La chaleur avant midi un roman de Mylène Durand au pouvoir d’attraction fascinant

Mylène Durand La chaleur avant midi © photo : courtoisie
Mylène Durand La chaleur avant midi © photo : courtoisie

Clarisse devenue Clarissa depuis qu’elle vit au Costa Rica, est semble-t-il en paix. En paix avec la vie, en paix avec son entourage, en paix avec elle-même. Dans ce pays de la chaleur, de la faune et de la flore luxuriantes et omniprésentes comme cette mer réconfortante et salvatrice, dans cet hôtel dont elle a des parts mais où elle préfère être femme de chambre, elle s’oublie à son passé et renaît. Une vie simple au milieu d’êtres, d’un entourage, dont la sérénité, la simplicité et l’affection des relations l’apaisent. La vie pourrait ainsi perdurer, longtemps. Les employés de l’hôtel forment son monde, sa famille : Carmen et Manuel et leurs cinq enfants, Violetta et Rosibel, les autres femmes de chambres, Ernesto le cuisinier, Joaquin le moniteur de planche et guide pour touristes devenu son amant… Bien sûr, la vie y reste imprégnée de ses traditions, de ses histoires et croyances traditionnelles. Yolanda, la vieille femme s’en fait l’écho, Cassandre de cette communauté. Et puis il y a Dande le 4éme des cinq enfants de Carmen et Manuel, un enfant trop mâture pour son âge qui voit et perçoit le monde différemment. Les clients de l’hôtel, touristes internationaux, sont sa fenêtre sur le monde, une fenêtre que l’on referme bien vite sans regrets, sans affects. Après ceux-ci, il en viendra d’autres, on ne s’attachera pas, on effacera bien vite toute trace de leur passage par un ménage en profondeur des chambres, comme on en effacera le souvenir et c’est bien ainsi. De cette vie, Clarrissa a fait sienne : « …Ainsi en ces journées qui se ressemblent, une certaine sérénité est possible, et le passé se défait tranquillement, Il se décolle comme la croûte sur une plaie. Clarisse en est arrivée à croire, qu’à force de plonger au creux des vagues de l’océan pacifique, de se gorger de sel, d’eau, de soleil et de sable foncé, elle y laisserait son ancienne peau, comme certains insectes muent. Pour survivre… »

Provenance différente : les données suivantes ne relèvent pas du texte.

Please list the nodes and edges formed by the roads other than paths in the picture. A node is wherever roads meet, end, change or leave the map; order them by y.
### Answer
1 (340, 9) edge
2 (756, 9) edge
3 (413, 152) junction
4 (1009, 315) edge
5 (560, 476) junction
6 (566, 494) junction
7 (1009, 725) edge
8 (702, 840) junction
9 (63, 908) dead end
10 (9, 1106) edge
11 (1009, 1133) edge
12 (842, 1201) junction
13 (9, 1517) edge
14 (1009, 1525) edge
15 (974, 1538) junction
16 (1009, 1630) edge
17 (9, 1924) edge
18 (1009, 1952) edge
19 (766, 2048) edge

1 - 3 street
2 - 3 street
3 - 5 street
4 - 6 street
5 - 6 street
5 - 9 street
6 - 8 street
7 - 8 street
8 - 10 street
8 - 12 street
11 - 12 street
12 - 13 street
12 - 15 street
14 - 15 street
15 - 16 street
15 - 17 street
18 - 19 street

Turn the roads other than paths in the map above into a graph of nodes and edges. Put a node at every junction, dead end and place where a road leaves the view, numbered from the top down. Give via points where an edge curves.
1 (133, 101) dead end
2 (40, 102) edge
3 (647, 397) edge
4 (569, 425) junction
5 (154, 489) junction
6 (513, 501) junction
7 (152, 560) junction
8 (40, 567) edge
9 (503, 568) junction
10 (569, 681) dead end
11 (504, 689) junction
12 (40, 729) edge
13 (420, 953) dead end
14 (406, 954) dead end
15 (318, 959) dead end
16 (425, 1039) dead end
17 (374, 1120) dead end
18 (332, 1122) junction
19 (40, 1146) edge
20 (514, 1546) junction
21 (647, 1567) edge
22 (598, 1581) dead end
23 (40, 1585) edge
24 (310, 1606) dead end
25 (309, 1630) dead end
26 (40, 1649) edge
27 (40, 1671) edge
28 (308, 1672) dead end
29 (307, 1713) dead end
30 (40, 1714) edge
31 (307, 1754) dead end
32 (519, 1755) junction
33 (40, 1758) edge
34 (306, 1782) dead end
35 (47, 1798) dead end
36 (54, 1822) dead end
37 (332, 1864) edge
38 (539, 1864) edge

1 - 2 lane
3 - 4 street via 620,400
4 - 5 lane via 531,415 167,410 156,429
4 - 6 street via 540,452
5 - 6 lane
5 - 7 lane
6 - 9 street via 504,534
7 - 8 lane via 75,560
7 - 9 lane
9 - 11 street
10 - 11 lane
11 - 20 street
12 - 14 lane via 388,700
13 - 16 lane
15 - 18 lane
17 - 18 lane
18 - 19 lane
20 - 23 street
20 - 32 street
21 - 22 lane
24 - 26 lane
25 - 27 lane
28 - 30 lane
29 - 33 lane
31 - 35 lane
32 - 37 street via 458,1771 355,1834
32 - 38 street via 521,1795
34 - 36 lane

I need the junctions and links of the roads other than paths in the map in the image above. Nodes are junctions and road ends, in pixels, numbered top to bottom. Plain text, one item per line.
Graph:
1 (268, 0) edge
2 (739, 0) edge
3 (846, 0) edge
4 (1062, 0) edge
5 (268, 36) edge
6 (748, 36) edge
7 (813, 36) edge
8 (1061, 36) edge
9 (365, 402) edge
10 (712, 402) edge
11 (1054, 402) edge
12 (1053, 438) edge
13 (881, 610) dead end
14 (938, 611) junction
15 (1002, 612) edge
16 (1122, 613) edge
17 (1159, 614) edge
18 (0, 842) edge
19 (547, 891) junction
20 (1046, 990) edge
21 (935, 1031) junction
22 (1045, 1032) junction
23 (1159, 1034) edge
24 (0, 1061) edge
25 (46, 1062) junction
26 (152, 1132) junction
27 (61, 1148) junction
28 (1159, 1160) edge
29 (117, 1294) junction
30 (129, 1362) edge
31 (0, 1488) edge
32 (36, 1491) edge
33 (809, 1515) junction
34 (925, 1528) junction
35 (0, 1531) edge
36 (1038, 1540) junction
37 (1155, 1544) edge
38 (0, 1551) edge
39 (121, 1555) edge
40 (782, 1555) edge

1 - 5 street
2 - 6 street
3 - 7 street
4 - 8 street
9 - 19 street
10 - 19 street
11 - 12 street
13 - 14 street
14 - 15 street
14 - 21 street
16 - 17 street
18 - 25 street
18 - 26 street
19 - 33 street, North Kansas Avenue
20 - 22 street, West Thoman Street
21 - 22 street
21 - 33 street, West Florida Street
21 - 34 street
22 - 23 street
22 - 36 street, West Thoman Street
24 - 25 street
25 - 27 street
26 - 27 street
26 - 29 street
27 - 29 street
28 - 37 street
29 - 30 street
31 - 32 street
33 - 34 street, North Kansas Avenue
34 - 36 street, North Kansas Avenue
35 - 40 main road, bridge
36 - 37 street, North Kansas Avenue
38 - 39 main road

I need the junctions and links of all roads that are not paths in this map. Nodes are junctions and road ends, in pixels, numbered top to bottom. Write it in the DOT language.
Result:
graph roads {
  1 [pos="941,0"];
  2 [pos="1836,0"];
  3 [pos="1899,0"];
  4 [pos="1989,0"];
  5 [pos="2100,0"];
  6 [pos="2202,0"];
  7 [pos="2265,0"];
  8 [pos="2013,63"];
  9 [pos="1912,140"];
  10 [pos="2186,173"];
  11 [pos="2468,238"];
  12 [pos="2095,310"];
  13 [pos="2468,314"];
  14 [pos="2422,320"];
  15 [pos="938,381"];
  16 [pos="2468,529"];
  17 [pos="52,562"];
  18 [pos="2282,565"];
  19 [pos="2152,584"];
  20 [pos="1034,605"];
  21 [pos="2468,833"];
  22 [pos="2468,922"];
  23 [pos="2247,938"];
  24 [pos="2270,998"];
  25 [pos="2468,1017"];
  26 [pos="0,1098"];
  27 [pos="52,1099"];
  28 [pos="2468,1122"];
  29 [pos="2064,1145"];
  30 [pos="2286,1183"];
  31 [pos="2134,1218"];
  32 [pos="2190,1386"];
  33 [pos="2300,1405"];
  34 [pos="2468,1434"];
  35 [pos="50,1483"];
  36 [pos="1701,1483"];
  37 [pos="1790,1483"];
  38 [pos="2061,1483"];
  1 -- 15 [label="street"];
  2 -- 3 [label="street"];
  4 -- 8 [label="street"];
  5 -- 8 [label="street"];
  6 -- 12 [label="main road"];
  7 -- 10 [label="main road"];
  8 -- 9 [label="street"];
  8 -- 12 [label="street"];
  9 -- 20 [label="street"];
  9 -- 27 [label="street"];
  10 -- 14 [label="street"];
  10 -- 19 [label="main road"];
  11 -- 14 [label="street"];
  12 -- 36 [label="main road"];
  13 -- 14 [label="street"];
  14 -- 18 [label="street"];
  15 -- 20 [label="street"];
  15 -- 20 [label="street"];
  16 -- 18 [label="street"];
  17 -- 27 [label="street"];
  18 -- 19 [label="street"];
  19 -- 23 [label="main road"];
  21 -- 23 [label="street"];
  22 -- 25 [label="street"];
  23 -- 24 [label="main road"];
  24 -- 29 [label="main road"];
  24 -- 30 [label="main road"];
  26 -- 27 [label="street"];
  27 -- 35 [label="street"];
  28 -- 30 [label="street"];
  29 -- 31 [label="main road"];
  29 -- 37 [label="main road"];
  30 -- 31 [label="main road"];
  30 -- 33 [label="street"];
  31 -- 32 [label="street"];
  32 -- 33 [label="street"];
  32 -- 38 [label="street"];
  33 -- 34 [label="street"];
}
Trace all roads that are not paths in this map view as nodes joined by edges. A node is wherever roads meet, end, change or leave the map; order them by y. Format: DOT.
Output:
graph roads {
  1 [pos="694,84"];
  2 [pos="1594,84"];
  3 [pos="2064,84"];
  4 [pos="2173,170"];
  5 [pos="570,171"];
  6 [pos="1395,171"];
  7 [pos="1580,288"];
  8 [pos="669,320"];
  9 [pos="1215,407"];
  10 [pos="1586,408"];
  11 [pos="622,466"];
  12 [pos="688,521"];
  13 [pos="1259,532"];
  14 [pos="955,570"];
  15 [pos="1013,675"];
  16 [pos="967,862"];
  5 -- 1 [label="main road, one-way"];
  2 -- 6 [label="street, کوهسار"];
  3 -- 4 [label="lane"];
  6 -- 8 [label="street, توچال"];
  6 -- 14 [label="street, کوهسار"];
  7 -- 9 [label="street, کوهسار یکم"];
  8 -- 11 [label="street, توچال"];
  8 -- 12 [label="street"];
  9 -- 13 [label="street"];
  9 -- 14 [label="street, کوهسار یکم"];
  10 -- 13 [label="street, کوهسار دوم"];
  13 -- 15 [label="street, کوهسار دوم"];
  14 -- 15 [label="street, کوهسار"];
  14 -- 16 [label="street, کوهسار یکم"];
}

Le besoin de survivre, cache le secret de Clarissa. Un secret qu’elle a enfoui au plus profond d’elle-même jusqu’à presque réussir à l’oublier et qu’autour d’elle on respecte, qu’on ne cherche pas à percer même si on sent bien que cette femme, étrangère, arrivée un matin de nulle part et parlant à peine l’espagnol, en a forcément un. Il faudra l’irruption brutale de l’extérieur, venu des terres d’avant, le Québec, par l’arrivée à l’hôtel d’Éloïse, une jeune cliente malade, pour que Clarrissa soit confrontée à son passé qui ressurgit. Un passé qui lui demande des comptes, fait sauter le rempart fragile qu’elle avait édifié entre elle et sa vie d’Ailleurs, sa culpabilité, ses terreurs. Et si Éloïse était sa fille, son enfant de 7 ans, abandonnée dans son départ qui devait être sans retour. Quel est ce lien mi attraction, mi répulsion qui les attire l’une vers l’autre. Quelle force cette jeune femme, qui elle ne se livre pas, détient-elle en elle pour que Clarissa revive à son approche tout ce qu’elle refoule avec autant d’application. Pour que derrière Clarrissa ressurgisse Clarisse, l’enfant, l’orpheline en famille d’accueil, devenue mère à son tour avant d’abandonner Camille, sa fille, mentalement d’abord appelée par l’appel de l’Ailleurs et de la création artistique avant de partir pour de bon, loin, dans une contrée qui est tout le contraire de la terre du froid, le Québec.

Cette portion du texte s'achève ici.